**Description of the task**
Work out how many lines in the data that follows contain "Zwaanstraat". Write nothing but the number.
·····
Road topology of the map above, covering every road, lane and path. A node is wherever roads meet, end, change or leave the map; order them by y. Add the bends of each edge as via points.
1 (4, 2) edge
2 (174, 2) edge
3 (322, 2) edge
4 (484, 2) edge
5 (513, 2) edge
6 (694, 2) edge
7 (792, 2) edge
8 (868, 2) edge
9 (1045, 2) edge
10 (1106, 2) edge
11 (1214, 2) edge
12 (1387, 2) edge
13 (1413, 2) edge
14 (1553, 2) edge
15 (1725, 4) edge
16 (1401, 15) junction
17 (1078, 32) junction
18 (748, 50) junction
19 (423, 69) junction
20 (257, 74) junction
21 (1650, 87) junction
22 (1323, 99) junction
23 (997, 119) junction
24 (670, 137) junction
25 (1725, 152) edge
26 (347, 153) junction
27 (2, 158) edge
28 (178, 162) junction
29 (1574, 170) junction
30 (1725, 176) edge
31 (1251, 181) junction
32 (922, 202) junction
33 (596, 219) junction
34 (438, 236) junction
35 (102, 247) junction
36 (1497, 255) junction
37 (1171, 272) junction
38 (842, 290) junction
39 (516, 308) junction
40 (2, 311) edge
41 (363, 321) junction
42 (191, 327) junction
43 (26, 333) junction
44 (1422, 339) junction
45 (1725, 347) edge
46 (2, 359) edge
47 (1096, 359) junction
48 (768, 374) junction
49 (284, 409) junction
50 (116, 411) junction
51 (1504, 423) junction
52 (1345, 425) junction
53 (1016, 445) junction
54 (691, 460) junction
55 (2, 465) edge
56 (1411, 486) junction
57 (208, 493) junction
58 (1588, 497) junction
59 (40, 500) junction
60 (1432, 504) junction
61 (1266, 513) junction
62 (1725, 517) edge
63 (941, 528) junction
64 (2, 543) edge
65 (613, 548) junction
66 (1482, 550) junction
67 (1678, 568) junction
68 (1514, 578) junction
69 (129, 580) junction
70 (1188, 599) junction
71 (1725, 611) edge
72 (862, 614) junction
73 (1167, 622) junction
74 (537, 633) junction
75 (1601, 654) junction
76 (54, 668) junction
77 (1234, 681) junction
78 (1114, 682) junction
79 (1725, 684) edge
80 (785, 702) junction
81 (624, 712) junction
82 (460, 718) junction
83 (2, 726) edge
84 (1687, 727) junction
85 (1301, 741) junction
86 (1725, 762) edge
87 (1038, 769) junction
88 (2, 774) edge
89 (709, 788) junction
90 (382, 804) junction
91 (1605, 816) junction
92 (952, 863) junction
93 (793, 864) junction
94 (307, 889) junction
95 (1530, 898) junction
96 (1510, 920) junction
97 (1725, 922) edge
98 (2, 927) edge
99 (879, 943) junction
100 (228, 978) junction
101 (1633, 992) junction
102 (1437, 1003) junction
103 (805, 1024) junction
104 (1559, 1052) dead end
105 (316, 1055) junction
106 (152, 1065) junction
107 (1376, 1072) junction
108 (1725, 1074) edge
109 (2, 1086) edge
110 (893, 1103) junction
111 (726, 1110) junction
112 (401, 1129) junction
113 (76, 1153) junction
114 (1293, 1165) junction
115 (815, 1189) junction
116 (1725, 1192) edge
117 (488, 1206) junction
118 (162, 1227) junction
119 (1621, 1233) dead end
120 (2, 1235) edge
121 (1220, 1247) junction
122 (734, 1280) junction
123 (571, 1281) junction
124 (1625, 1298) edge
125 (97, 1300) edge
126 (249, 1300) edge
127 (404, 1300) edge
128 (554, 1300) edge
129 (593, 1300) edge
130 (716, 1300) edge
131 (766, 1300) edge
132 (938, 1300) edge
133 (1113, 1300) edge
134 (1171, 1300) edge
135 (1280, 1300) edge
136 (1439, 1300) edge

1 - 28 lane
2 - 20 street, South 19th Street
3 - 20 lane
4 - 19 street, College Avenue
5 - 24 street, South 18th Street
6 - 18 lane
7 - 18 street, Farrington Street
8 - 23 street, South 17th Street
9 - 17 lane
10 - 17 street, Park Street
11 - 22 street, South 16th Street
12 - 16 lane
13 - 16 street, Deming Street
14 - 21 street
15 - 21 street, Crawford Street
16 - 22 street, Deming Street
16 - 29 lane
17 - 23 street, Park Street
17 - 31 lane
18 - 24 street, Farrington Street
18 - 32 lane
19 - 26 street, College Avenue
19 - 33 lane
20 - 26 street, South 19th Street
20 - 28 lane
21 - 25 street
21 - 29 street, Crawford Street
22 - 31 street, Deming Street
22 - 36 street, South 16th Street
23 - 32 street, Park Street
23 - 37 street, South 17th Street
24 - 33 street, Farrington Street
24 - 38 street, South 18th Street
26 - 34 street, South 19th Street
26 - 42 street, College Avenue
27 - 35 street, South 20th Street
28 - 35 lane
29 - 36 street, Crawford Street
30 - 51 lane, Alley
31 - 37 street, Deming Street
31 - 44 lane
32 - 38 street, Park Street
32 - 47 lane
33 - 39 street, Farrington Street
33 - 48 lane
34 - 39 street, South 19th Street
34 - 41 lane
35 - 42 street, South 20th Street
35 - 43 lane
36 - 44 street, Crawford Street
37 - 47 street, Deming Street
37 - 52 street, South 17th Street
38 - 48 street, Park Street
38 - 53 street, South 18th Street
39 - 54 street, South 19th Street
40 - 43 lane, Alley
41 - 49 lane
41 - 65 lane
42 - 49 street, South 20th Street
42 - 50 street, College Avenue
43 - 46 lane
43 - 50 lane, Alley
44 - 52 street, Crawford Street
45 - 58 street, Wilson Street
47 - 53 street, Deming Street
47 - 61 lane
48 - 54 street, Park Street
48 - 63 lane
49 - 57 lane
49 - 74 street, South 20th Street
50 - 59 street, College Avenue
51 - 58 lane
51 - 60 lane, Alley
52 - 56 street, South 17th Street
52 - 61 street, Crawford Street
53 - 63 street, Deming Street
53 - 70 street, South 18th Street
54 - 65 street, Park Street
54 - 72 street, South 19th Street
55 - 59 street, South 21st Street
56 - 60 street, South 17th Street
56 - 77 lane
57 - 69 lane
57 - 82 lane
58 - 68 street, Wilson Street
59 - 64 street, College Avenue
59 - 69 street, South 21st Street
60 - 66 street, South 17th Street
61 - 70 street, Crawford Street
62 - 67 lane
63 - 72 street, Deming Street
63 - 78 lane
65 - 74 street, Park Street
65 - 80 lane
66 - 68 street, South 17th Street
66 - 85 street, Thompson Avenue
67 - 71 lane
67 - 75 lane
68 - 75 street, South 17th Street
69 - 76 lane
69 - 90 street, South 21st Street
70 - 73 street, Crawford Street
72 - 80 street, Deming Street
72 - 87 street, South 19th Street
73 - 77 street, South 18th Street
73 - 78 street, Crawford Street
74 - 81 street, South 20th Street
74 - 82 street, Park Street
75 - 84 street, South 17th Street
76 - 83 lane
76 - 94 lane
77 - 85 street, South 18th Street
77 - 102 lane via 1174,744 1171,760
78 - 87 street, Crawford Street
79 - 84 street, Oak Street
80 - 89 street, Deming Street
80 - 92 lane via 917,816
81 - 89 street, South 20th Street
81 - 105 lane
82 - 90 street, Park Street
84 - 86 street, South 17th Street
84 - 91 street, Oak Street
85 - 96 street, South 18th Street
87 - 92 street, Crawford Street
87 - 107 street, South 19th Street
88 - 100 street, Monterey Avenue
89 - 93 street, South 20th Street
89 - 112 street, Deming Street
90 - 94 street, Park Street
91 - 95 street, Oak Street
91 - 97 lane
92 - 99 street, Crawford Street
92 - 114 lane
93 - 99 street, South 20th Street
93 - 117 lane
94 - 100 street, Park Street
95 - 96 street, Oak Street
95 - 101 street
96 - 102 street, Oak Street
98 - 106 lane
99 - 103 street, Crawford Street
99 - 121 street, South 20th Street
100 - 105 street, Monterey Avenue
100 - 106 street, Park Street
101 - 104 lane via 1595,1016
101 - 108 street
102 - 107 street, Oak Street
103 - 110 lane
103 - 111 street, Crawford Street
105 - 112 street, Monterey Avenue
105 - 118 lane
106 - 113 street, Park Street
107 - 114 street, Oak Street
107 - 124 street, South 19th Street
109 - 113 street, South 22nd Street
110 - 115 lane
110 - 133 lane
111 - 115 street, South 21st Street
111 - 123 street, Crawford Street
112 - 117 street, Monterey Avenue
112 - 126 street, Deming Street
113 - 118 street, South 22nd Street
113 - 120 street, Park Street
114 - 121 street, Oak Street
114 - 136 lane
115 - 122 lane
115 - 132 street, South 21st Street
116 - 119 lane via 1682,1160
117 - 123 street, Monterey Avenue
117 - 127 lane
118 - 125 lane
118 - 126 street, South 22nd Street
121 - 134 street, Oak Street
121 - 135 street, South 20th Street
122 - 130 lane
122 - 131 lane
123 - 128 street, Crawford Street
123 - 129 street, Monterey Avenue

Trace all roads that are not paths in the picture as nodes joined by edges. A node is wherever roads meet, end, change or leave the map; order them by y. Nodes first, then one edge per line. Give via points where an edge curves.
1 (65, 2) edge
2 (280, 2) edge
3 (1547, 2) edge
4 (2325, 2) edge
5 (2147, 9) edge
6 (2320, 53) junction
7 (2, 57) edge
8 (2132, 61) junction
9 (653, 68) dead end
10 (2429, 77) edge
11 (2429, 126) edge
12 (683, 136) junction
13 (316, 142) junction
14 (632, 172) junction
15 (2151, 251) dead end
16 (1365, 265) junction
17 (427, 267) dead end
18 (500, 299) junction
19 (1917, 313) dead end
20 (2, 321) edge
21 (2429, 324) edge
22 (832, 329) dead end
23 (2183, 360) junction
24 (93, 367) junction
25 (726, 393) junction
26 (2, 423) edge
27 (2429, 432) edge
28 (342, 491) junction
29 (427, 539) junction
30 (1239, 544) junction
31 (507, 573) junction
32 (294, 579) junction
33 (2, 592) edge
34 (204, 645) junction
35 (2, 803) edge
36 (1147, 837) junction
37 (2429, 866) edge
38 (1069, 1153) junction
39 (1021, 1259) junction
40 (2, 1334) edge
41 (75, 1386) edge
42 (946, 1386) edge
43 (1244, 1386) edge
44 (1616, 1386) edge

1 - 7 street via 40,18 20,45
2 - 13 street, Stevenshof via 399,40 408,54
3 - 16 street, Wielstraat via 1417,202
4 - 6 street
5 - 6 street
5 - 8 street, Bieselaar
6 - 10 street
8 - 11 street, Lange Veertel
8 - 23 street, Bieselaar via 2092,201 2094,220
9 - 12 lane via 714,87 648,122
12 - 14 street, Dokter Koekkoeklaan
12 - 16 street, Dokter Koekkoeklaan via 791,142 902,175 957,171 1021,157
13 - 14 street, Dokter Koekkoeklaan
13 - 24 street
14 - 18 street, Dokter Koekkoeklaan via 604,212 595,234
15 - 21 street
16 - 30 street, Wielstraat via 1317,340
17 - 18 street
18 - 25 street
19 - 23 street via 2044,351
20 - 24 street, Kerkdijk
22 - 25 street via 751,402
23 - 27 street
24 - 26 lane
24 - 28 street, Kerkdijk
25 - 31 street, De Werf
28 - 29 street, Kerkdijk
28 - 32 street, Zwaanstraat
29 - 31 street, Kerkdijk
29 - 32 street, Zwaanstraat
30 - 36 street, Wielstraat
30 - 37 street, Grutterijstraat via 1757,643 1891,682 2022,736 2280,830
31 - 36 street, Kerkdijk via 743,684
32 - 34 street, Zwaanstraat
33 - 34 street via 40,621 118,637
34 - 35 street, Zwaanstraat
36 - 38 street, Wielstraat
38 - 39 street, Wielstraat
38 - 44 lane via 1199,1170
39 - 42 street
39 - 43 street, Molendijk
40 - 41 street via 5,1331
·····
**Written solution**
4